Producers also cited the logistical efficiency of shipping boxed beds as one of the factors behind the recent explosion in Chinese mattress imports, which grew to 4.34 million units in 2017 up from 1.64 million, a 165% increase. Domestic bedding manufacturers haven’t needed to address the impact of lower-priced Chinese imports the way their furniture industry brethren did earlier in the century, until now.
Bedding producers readily acknowledged the impact that price-erosion resulting from the growing availability of these lower-priced alternatives is having in the marketplace, and they outlined a number of steps they either are taking, or plan to take, in an effort to reinforce the position of domestically manufactured brands.
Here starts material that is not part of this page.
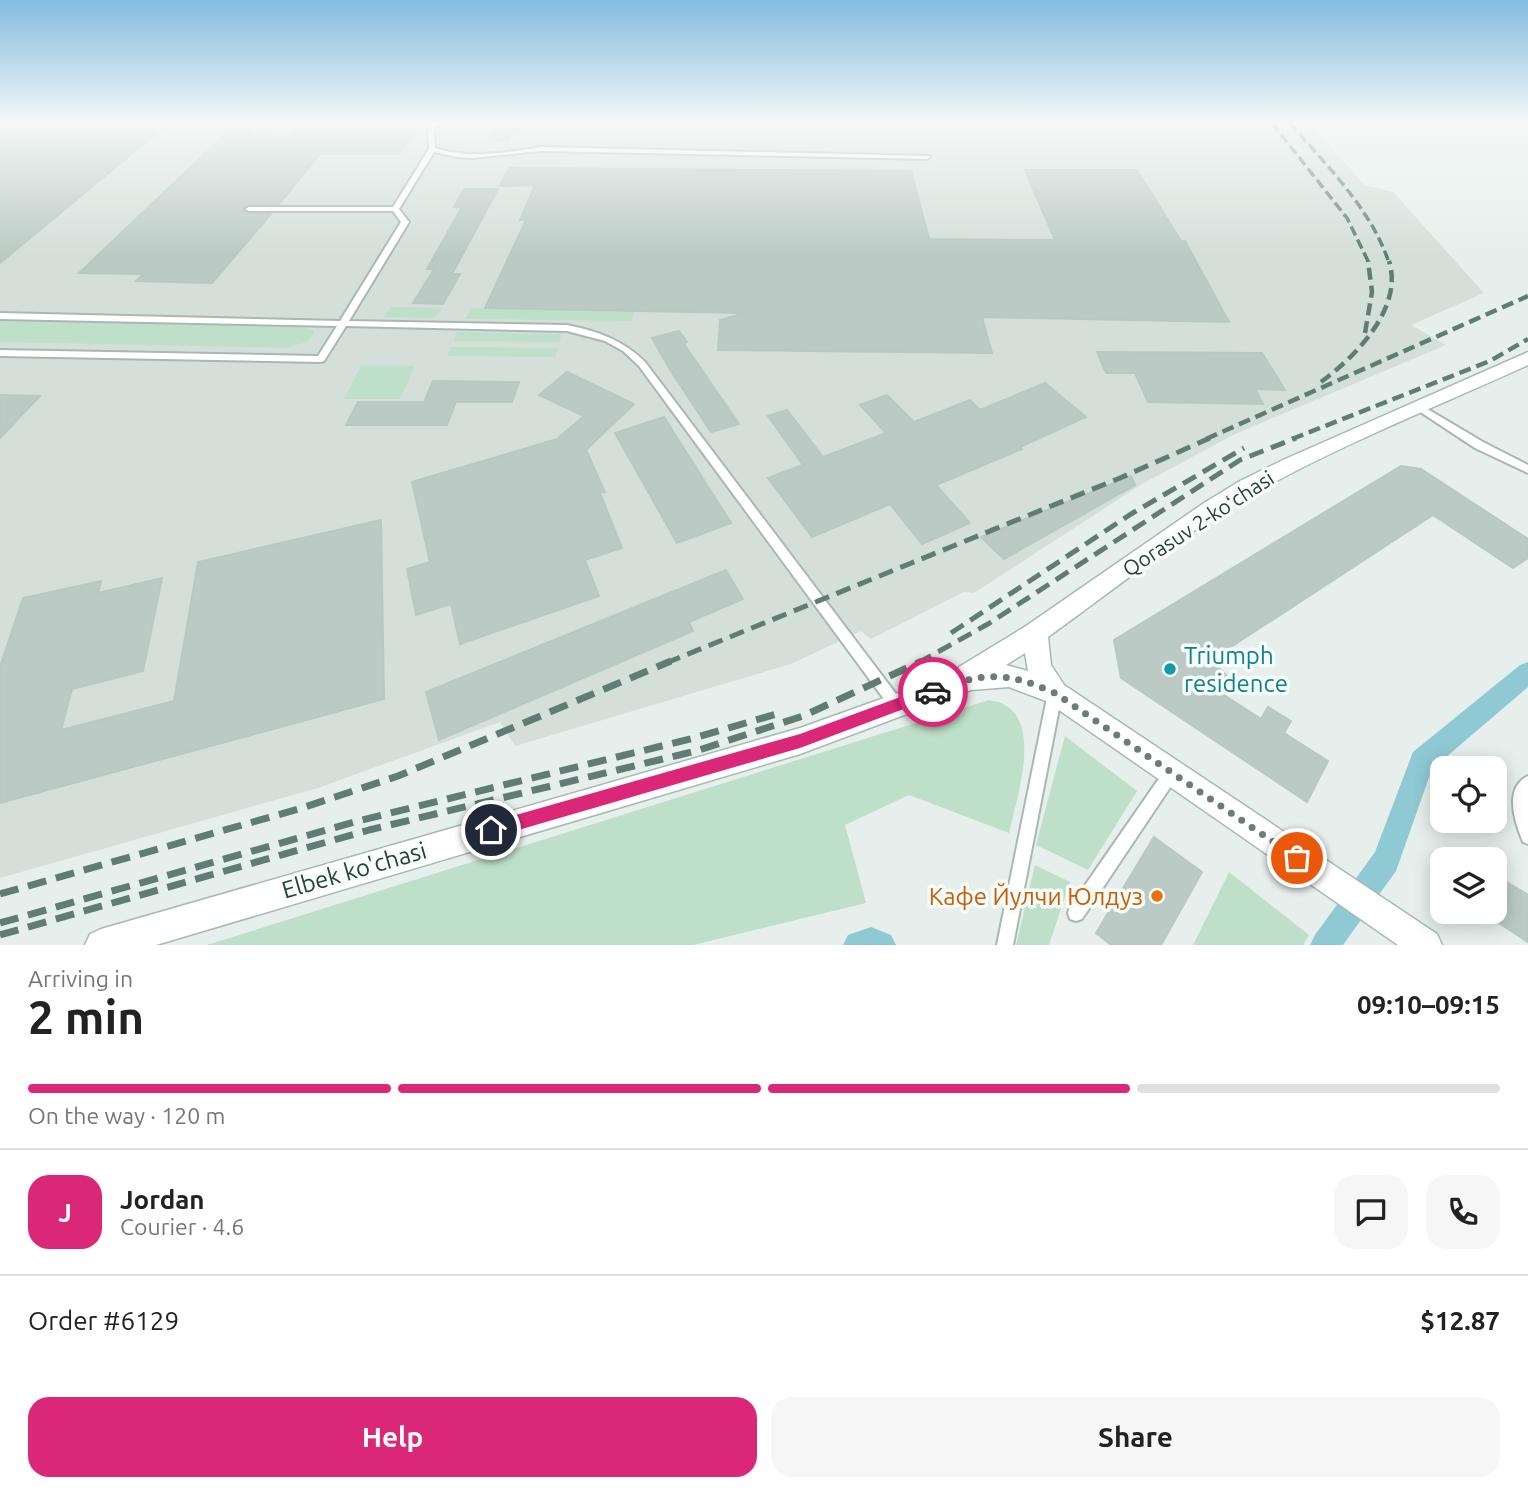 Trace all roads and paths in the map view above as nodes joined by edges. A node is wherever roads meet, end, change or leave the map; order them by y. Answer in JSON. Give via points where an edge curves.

None of this is to suggest that those on hand at the conference saw these shifts as existential threats to the bedding business or to the viability of brick-and-mortar retailers and their traditional suppliers; in fact, just the opposite. Panelists shared insights on ways that boxed beds combined with an embrace of e-commerce are helping fuel growth opportunities for traditional furniture and bedding retailers.
Correspondingly, producers expressed optimism about their ability to address this next wave of bedding industry evolution and enhance their value proposition to a changing consumer base.
It seems ironic that the industry is now thinking outside the box based on shifts caused by product reformatted to fit in one.